Tariq Demirkan, editor in chief of news portal Türkinfo pinpointed that the last 13 years have brought about numerous changes in the Turkish economy and the Turkish society which is the result of a planned, step-by-step progress. The paradigm shift has brought Ottoman imperial ambitions in which have autocratic characteristics in the domestic politics at the expense of democracy. For this reason Turkey receives more and more warnings from the Western Great Powers, making it is possible that sooner or later the current Turkish governance will lose the international trust it is built upon – said Tariq Demirkan. The editor also underlined the fact that while Turkey used to stay free from conflicts with the neighbouring countries in the past, today it “shares lawsuits” with most of them. Talking about the relationship with Syria we find an abrupt change, making foes out of friends in just one day. Another key area is the relationship with Kurds. Turkey aims to prevent the establishment of an external Kurdish state and cuts back on the internal Kurdish autonomy. “This struggle is not yet played; it will be one of the most pressing issues in the region in the upcoming years” – added Demirkan. The editor noted however that the failure of the Turkish policy is not their own fault only but the result of the international political events.

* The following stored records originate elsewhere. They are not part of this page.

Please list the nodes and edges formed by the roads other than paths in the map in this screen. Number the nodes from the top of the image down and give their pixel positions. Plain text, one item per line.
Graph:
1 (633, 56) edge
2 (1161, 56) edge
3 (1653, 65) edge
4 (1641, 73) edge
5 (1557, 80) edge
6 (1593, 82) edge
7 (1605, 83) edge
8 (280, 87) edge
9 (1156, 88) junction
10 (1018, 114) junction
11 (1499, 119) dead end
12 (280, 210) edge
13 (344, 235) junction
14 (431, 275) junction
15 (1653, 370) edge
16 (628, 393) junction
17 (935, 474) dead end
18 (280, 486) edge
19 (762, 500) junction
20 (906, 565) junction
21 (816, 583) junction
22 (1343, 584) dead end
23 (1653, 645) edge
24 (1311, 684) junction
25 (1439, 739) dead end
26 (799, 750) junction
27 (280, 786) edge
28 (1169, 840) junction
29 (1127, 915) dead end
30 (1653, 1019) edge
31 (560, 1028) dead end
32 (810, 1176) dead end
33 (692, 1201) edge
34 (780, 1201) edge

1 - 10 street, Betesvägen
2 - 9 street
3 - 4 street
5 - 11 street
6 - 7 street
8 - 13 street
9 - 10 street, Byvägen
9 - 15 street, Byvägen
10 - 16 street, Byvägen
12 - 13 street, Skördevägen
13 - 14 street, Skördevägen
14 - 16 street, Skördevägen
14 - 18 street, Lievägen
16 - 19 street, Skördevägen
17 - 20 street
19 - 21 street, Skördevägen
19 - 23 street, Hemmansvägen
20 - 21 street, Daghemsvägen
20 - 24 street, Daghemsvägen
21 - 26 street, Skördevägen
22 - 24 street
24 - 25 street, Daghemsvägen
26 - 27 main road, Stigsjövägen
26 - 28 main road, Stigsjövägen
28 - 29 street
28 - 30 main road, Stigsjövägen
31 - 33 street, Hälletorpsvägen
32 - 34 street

In relation to the observable changes in the Turkish domestic policy, Attila Joós, PhD student of the Eötvös Loránd University said: JDP is the only professional party in Turkey as it can use most economic and social issues to effectively strengthen its organization. According to him, JDP’s victory on last year’s early parliamentary elections was largely due to the fact of playing the so-called Kurdish card thereby intensifying the conflict between the banned Kurdistan Workers Party and the government. This tactic, however, cannot pay off in the long run – believes Joós. Among others, the PhD student pointed out that instead of being profitable, the events of the Arab Spring have become a burden for the Turkish after a while. A good example for this would be Turkey’s relationship with Syria: after years of friendship, Turkey has become the most important backup for anti-Assad forces. Nevertheless, the Syrian regime has not fallen which is difficult to overcome for the Turkish leaders.

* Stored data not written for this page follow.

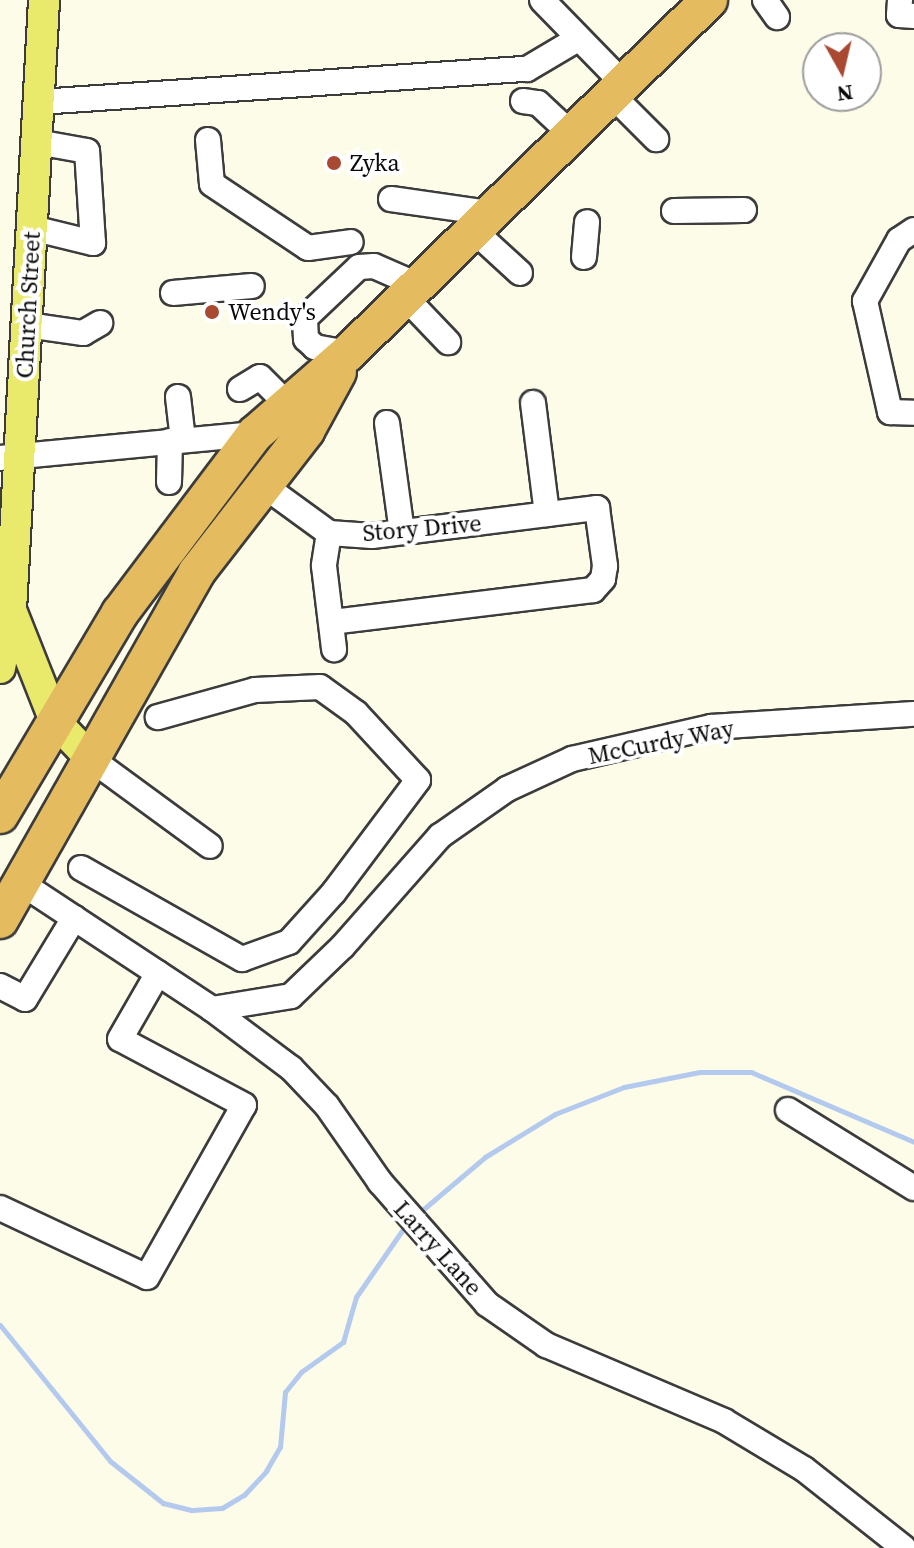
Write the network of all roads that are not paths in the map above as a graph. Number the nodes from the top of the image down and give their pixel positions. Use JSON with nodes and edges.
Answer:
{"nodes":[{"id":1,"x":44,"y":0,"type":"edge"},
{"id":2,"x":542,"y":0,"type":"edge"},
{"id":3,"x":709,"y":0,"type":"edge"},
{"id":4,"x":576,"y":40,"type":"junction"},
{"id":5,"x":617,"y":89,"type":"junction"},
{"id":6,"x":523,"y":101,"type":"dead end"},
{"id":7,"x":39,"y":102,"type":"junction"},
{"id":8,"x":570,"y":133,"type":"junction"},
{"id":9,"x":656,"y":139,"type":"dead end"},
{"id":10,"x":208,"y":140,"type":"dead end"},
{"id":11,"x":37,"y":142,"type":"junction"},
{"id":12,"x":391,"y":199,"type":"dead end"},
{"id":13,"x":744,"y":210,"type":"dead end"},
{"id":14,"x":674,"y":211,"type":"dead end"},
{"id":15,"x":480,"y":221,"type":"junction"},
{"id":16,"x":587,"y":222,"type":"dead end"},
{"id":17,"x":32,"y":228,"type":"junction"},
{"id":18,"x":914,"y":230,"type":"edge"},
{"id":19,"x":351,"y":242,"type":"dead end"},
{"id":20,"x":584,"y":257,"type":"dead end"},
{"id":21,"x":520,"y":273,"type":"dead end"},
{"id":22,"x":252,"y":286,"type":"dead end"},
{"id":23,"x":410,"y":290,"type":"junction"},
{"id":24,"x":173,"y":293,"type":"dead end"},
{"id":25,"x":100,"y":323,"type":"dead end"},
{"id":26,"x":27,"y":325,"type":"junction"},
{"id":27,"x":448,"y":342,"type":"dead end"},
{"id":28,"x":348,"y":353,"type":"junction"},
{"id":29,"x":240,"y":389,"type":"dead end"},
{"id":30,"x":174,"y":398,"type":"dead end"},
{"id":31,"x":533,"y":403,"type":"dead end"},
{"id":32,"x":288,"y":405,"type":"junction"},
{"id":33,"x":914,"y":413,"type":"edge"},
{"id":34,"x":387,"y":423,"type":"dead end"},
{"id":35,"x":255,"y":434,"type":"junction"},
{"id":36,"x":177,"y":440,"type":"junction"},
{"id":37,"x":10,"y":457,"type":"edge"},
{"id":38,"x":169,"y":482,"type":"dead end"},
{"id":39,"x":263,"y":485,"type":"junction"},
{"id":40,"x":547,"y":514,"type":"junction"},
{"id":41,"x":402,"y":532,"type":"junction"},
{"id":42,"x":329,"y":533,"type":"junction"},
{"id":43,"x":11,"y":610,"type":"junction"},
{"id":44,"x":331,"y":622,"type":"junction"},
{"id":45,"x":334,"y":649,"type":"dead end"},
{"id":46,"x":0,"y":668,"type":"edge"},
{"id":47,"x":914,"y":714,"type":"edge"},
{"id":48,"x":158,"y":717,"type":"dead end"},
{"id":49,"x":55,"y":721,"type":"junction"},
{"id":50,"x":91,"y":759,"type":"junction"},
{"id":51,"x":0,"y":815,"type":"edge"},
{"id":52,"x":210,"y":846,"type":"dead end"},
{"id":53,"x":81,"y":868,"type":"dead end"},
{"id":54,"x":21,"y":883,"type":"junction"},
{"id":55,"x":74,"y":918,"type":"junction"},
{"id":56,"x":0,"y":920,"type":"edge"},
{"id":57,"x":158,"y":973,"type":"junction"},
{"id":58,"x":0,"y":986,"type":"edge"},
{"id":59,"x":212,"y":1009,"type":"junction"},
{"id":60,"x":788,"y":1110,"type":"dead end"},
{"id":61,"x":914,"y":1188,"type":"edge"},
{"id":62,"x":0,"y":1208,"type":"edge"},
{"id":63,"x":904,"y":1548,"type":"edge"}],
"edges":[{"from":1,"to":7,"type":"main road","name":"Church Street"},
{"from":2,"to":4,"type":"street"},
{"from":3,"to":5,"type":"highway"},
{"from":4,"to":5,"type":"street"},
{"from":4,"to":7,"type":"street"},
{"from":5,"to":8,"type":"highway"},
{"from":5,"to":9,"type":"street"},
{"from":6,"to":8,"type":"street"},
{"from":7,"to":11,"type":"main road","name":"Church Street"},
{"from":8,"to":15,"type":"highway"},
{"from":10,"to":19,"type":"street"},
{"from":11,"to":17,"type":"main road","name":"Church Street"},
{"from":11,"to":17,"type":"street"},
{"from":12,"to":15,"type":"street"},
{"from":13,"to":14,"type":"street"},
{"from":15,"to":21,"type":"street"},
{"from":15,"to":23,"type":"highway"},
{"from":16,"to":20,"type":"street"},
{"from":17,"to":26,"type":"main road","name":"Church Street"},
{"from":18,"to":33,"type":"street"},
{"from":22,"to":24,"type":"street"},
{"from":23,"to":27,"type":"street"},
{"from":23,"to":28,"type":"highway"},
{"from":23,"to":28,"type":"street"},
{"from":25,"to":26,"type":"street"},
{"from":26,"to":37,"type":"main road","name":"Church Street"},
{"from":28,"to":32,"type":"highway"},
{"from":28,"to":39,"type":"highway"},
{"from":29,"to":32,"type":"street"},
{"from":30,"to":36,"type":"street"},
{"from":31,"to":40,"type":"street"},
{"from":32,"to":35,"type":"highway"},
{"from":34,"to":41,"type":"street"},
{"from":35,"to":36,"type":"street"},
{"from":35,"to":49,"type":"highway"},
{"from":36,"to":37,"type":"street"},
{"from":36,"to":38,"type":"street"},
{"from":37,"to":43,"type":"main road","name":"Church Street"},
{"from":39,"to":42,"type":"street","name":"Story Drive"},
{"from":39,"to":50,"type":"highway"},
{"from":40,"to":41,"type":"street","name":"Story Drive"},
{"from":40,"to":44,"type":"street","name":"Story Drive"},
{"from":41,"to":42,"type":"street","name":"Story Drive"},
{"from":42,"to":44,"type":"street"},
{"from":43,"to":46,"type":"main road","name":"Church Street"},
{"from":43,"to":49,"type":"main road","name":"Church Street"},
{"from":44,"to":45,"type":"street"},
{"from":47,"to":59,"type":"street","name":"McCurdy Way"},
{"from":48,"to":53,"type":"street"},
{"from":49,"to":50,"type":"main road","name":"Church Street"},
{"from":49,"to":51,"type":"highway"},
{"from":50,"to":52,"type":"street"},
{"from":50,"to":54,"type":"highway"},
{"from":54,"to":55,"type":"street","name":"Larry Lane"},
{"from":54,"to":56,"type":"highway"},
{"from":55,"to":57,"type":"street","name":"Larry Lane"},
{"from":55,"to":58,"type":"street"},
{"from":57,"to":59,"type":"street","name":"Larry Lane"},
{"from":57,"to":62,"type":"street"},
{"from":59,"to":63,"type":"street","name":"Larry Lane"},
{"from":60,"to":61,"type":"street"}]}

Turkey’s geopolitical situation has changed a lot over the course of the last years, but the pursuit of safety in its foreign policy has remained – stressed Zoltán Egeresi, expert on Turkey at NUPS. According to him, the most important change is that a demand for strengthening the economy has appeared in the Turkish foreign policy. Investors have appeared in Turkey while new markets have been gained. These economic resources also serve a more ambitious foreign policy – added Egeresi. In the life of Turkey, the Middle East and the Balkans remain important regions as they are populated by Muslims. Their number reaches 8 million in the Balkans and many have moved to Turkey earlier. It is interesting to note however that Turkey is bound to Macedonia as well even if the latter is no Muslim-majority country – said the expert. Egeresi also stated that no one knows when and how the Syrian conflict can be resolved, but we might end up with a multi-ethnic state similar to Bosnia which is not favourable for Turkey.

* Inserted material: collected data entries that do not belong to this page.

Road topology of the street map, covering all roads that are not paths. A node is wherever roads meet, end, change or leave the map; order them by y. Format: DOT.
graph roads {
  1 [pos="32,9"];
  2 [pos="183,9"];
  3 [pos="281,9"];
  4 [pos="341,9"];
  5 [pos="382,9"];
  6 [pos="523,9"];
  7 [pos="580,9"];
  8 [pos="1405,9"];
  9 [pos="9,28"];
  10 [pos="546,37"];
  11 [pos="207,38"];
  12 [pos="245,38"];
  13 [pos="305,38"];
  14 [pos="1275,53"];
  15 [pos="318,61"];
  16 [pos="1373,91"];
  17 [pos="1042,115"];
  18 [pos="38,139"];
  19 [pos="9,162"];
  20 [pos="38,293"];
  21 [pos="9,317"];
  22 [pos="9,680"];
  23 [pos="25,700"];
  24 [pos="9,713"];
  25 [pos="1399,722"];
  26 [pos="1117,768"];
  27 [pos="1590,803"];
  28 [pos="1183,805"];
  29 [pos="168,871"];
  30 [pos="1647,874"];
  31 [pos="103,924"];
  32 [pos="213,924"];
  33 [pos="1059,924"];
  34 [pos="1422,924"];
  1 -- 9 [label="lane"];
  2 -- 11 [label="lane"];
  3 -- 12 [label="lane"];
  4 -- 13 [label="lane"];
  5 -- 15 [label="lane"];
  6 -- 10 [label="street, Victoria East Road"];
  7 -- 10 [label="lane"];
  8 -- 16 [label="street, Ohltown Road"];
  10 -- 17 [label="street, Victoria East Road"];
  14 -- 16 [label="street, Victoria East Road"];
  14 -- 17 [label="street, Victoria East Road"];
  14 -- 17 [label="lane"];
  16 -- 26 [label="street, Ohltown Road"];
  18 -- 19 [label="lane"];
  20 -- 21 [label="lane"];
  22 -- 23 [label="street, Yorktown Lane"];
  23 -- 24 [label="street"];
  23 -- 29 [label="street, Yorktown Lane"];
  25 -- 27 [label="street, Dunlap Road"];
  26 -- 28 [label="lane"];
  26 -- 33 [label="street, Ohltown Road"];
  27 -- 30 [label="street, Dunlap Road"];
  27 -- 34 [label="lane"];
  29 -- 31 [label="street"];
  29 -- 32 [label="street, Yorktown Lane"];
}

Tamás Kozma, PhD student at the University of Pécs also talked about Turkey’s role in the Balkan region.  He revealed that the Turkish political-economic and cultural presence in the Balkans strengthened greatly after the second half of the years 2000, especially in the Muslim-populated areas. The Turks have established a number of cultural and educational institutions, and have played an active part in the Bosnian peacekeeping activities. Although Turkey has not been able to strengthen its presence on the markets of Western Europe, Turkish companies have remained powerful players in the banking, telco and construction sectors. According to Kozma, the country’s positive assessment is particularly pronounced in Bosnia and Albania.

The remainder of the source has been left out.